> Supplied data
□ □ □ □ □

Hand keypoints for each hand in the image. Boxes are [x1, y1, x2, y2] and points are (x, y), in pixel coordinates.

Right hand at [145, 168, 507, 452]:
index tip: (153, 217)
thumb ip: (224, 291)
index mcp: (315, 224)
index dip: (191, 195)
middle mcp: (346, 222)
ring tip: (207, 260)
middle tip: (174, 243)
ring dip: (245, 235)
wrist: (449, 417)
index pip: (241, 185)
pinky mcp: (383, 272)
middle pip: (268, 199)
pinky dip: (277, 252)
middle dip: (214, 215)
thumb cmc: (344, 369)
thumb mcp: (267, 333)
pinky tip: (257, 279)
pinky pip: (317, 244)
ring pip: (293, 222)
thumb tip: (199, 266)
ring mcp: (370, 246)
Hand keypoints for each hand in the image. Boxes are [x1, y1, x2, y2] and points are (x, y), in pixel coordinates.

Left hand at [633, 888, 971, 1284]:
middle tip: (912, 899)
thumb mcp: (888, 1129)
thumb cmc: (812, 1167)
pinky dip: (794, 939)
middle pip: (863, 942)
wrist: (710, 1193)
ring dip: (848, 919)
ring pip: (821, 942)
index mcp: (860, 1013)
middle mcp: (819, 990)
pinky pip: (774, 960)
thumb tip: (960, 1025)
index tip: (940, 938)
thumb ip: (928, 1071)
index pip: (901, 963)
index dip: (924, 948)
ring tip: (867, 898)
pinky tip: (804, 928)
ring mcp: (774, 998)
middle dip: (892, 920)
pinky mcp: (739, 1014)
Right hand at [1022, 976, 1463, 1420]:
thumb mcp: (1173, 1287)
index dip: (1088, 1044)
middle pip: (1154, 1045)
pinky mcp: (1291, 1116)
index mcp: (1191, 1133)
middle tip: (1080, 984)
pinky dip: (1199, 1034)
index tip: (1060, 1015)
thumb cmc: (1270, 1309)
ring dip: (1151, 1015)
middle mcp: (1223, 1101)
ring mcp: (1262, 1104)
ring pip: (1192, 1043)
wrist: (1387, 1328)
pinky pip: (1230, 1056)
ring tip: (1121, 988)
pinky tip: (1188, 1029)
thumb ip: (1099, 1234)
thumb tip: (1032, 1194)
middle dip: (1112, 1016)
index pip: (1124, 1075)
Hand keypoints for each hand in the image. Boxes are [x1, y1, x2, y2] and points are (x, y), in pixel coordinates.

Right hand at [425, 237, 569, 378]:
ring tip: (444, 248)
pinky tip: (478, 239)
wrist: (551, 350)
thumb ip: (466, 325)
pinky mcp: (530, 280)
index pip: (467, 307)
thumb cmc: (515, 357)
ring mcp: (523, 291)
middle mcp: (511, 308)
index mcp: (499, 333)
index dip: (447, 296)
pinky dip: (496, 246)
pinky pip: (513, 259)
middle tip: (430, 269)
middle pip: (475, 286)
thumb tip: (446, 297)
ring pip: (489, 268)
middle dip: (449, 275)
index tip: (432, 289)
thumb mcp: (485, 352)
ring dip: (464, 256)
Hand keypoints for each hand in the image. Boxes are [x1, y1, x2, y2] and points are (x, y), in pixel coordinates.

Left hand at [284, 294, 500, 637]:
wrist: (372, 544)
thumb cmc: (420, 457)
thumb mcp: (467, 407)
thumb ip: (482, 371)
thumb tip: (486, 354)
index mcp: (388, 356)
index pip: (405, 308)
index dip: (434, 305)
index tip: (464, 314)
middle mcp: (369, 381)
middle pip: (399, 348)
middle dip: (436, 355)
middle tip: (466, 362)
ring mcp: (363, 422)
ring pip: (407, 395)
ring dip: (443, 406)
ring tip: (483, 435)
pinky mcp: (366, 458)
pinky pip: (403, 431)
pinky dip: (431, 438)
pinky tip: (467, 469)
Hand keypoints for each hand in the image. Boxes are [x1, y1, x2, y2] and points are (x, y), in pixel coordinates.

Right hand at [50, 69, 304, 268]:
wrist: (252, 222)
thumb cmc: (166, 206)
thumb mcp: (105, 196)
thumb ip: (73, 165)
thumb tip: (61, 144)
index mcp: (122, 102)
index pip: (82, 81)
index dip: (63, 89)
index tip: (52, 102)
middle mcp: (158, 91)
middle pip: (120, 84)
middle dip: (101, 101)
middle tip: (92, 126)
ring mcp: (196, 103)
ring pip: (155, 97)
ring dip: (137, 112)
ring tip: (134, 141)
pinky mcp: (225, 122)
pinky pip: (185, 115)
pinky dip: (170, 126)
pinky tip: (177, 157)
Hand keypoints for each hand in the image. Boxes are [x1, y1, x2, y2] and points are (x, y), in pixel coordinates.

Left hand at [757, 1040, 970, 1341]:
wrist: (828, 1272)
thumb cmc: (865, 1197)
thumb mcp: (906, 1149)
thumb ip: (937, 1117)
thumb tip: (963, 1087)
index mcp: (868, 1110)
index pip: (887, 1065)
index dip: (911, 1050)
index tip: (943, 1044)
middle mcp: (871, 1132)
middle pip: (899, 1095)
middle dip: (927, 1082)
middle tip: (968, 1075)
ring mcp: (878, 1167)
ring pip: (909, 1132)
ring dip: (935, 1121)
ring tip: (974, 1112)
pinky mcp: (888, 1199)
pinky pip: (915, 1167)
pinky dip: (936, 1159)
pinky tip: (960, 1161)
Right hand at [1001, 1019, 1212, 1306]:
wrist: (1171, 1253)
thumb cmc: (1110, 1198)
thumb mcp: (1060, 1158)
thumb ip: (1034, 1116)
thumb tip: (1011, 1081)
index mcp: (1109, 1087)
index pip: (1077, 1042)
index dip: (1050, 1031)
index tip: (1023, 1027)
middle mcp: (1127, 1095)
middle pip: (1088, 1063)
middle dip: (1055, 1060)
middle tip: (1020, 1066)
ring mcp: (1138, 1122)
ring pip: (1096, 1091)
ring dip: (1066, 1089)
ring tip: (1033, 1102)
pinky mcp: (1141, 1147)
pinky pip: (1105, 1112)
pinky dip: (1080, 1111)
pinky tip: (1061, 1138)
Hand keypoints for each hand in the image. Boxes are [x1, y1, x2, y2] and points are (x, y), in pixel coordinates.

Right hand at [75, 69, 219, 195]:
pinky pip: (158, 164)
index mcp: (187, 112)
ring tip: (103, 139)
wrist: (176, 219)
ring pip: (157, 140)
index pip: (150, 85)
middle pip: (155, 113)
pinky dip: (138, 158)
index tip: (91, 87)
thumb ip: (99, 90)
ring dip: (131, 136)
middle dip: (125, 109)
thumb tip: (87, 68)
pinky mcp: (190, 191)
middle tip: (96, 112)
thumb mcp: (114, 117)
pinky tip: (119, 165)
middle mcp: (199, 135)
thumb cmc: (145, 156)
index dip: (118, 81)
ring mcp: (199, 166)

□ □ □ □ □

> What the exercise asks
Would you output, from the records above, exactly the run of lines that starts at the line containing "pinky pip: (403, 431)" and ends at the line containing "pinky tip: (1061, 1138)", and only that run?

> Written response
pinky pip: (403, 431)
pinky dip: (431, 438)
pinky tip: (467, 469)
Hand keypoints for each hand in the image. Boxes are [x1, y1, x2, y2] and points are (x, y), in pixel coordinates.

Right hand at [50, 69, 304, 268]:
wrist: (252, 222)
thumb cmc: (166, 206)
thumb mcp: (105, 196)
thumb ip: (73, 165)
thumb tip: (61, 144)
index mcp: (122, 102)
index pip: (82, 81)
index dip: (63, 89)
index tip: (52, 102)
middle mcp: (158, 91)
middle pip: (120, 84)
middle dip: (101, 101)
middle tip: (92, 126)
ring mcp: (196, 103)
ring pip: (155, 97)
ring dip: (137, 112)
ring tip: (134, 141)
pinky mcp: (225, 122)
pinky pip: (185, 115)
pinky dip: (170, 126)
pinky tip: (177, 157)
Hand keypoints for each hand in the image. Boxes are [x1, y1, x2, y2] and points are (x, y), in pixel coordinates.

Left hand at [757, 1040, 970, 1341]:
wrist: (828, 1272)
thumb cmc: (865, 1197)
thumb mcp: (906, 1149)
thumb ip: (937, 1117)
thumb tip: (963, 1087)
index mcp: (868, 1110)
index pip: (887, 1065)
index dip: (911, 1050)
index tip: (943, 1044)
middle mcp: (871, 1132)
middle pip: (899, 1095)
middle dip: (927, 1082)
middle tip: (968, 1075)
ring mcp: (878, 1167)
ring pip: (909, 1132)
ring dip: (935, 1121)
ring tip: (974, 1112)
pinky mcp: (888, 1199)
pinky pip: (915, 1167)
pinky dip: (936, 1159)
pinky tip: (960, 1161)
Right hand at [1001, 1019, 1212, 1306]:
wrist: (1171, 1253)
thumb cmc: (1110, 1198)
thumb mcp: (1060, 1158)
thumb ip: (1034, 1116)
thumb tip: (1011, 1081)
index mcp: (1109, 1087)
index pip: (1077, 1042)
index dip: (1050, 1031)
index tip: (1023, 1027)
middle mcp: (1127, 1095)
middle pip: (1088, 1063)
middle dip: (1055, 1060)
middle tip: (1020, 1066)
ring mcp: (1138, 1122)
ring pip: (1096, 1091)
ring dip: (1066, 1089)
ring tip: (1033, 1102)
pinky mcp: (1141, 1147)
pinky pip: (1105, 1112)
pinky dip: (1080, 1111)
pinky tip: (1061, 1138)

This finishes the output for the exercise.